I’m in 100% agreement with you on all points. I think the main point of my article was to show that the courts have taken notice of the law. The laws say that dues may be required if the union does not enjoy the right of exclusive representation.
But something else came up while I was reading your prose. Unions are a natural free market response to the threat of monopsony. Monopsony is similar to monopoly. The difference here, is that without competition, the employer gets to set the price of labor. Unions arose to create a complementary force to negotiate with monopsony.
I have to wonder, has there ever been a union that was not created in response to monopsony. Large multinational corporations with enormous power beg for a union response, with exclusive representation. Here is where law could use at least some adjustment.
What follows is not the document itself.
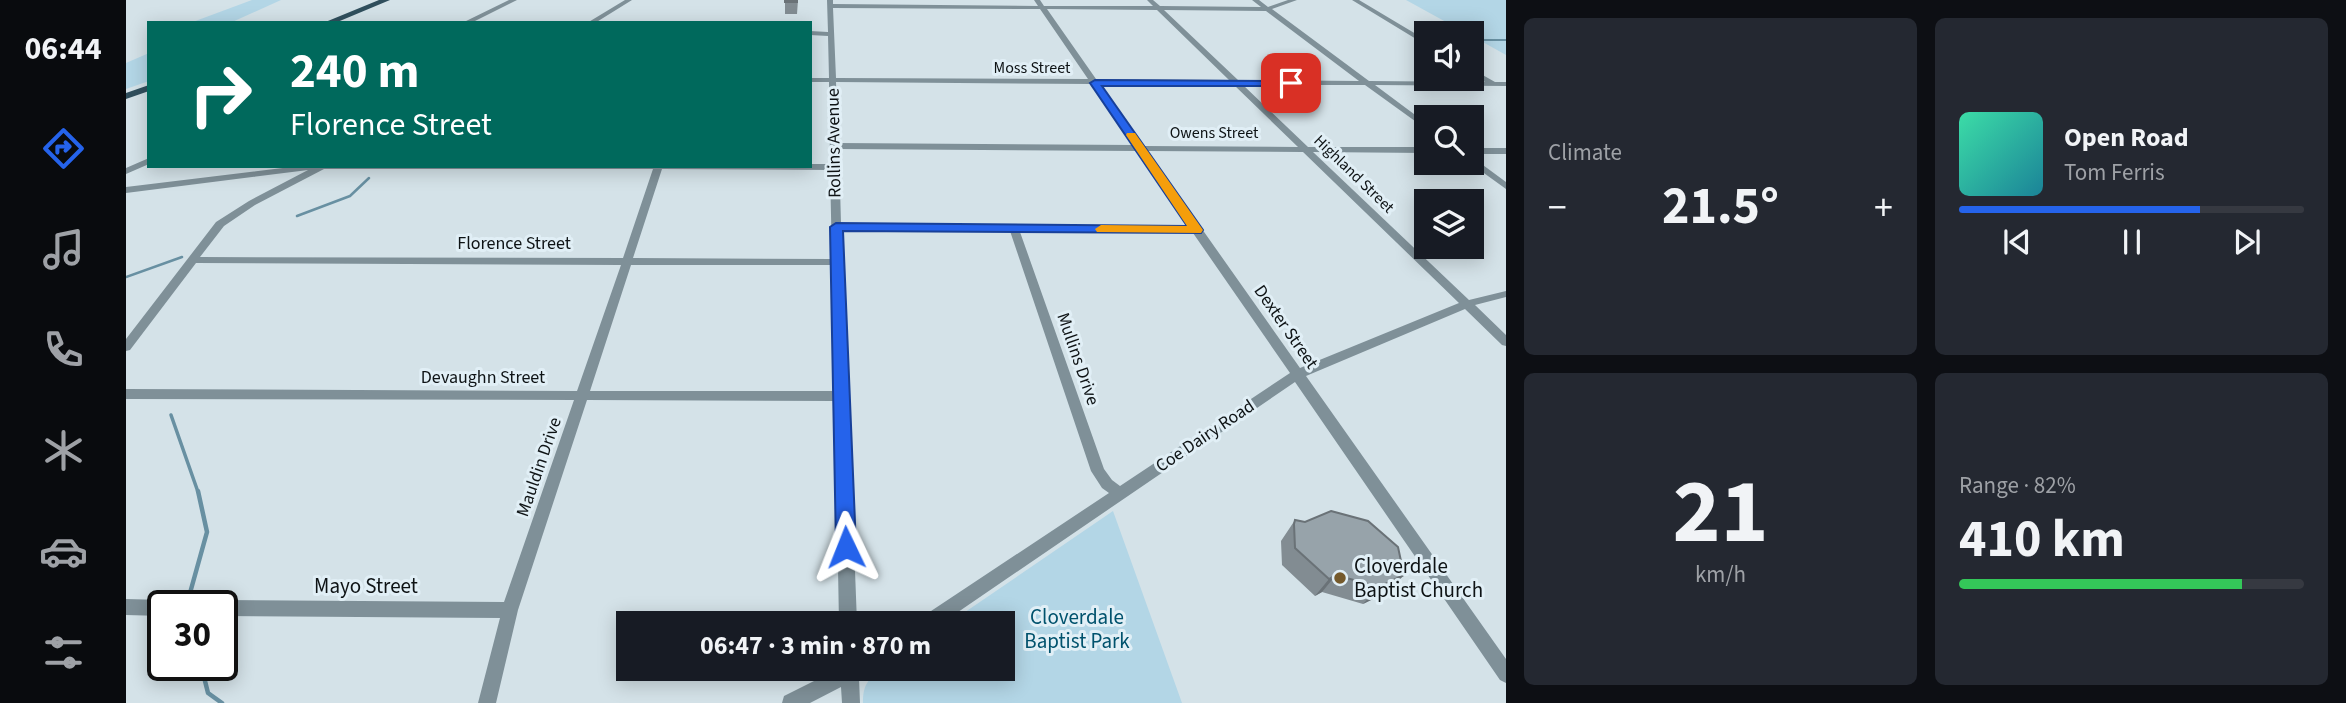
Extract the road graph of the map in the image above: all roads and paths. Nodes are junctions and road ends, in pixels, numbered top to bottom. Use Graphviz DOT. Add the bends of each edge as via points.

Alternatively, where union power is low or nearly absent, we find labor monopsony. We’ve seen this dynamic here, in America. Most major sectors are run by monopoly or duopoly businesses. And as we’ve seen in the high technology sectors, think Google, Apple and Adobe, many companies collude with unwritten non-poaching agreements.
BTW, my favorite example of a union country is far and away, Germany. There, workers have representation on the board of directors. There, unions enjoy strong patronage. And in Germany, they don’t race to the bottom, they focus on making high quality products at the top.
Thank you for taking the time to read an older article of mine and for sharing your views. You have given me food for thought…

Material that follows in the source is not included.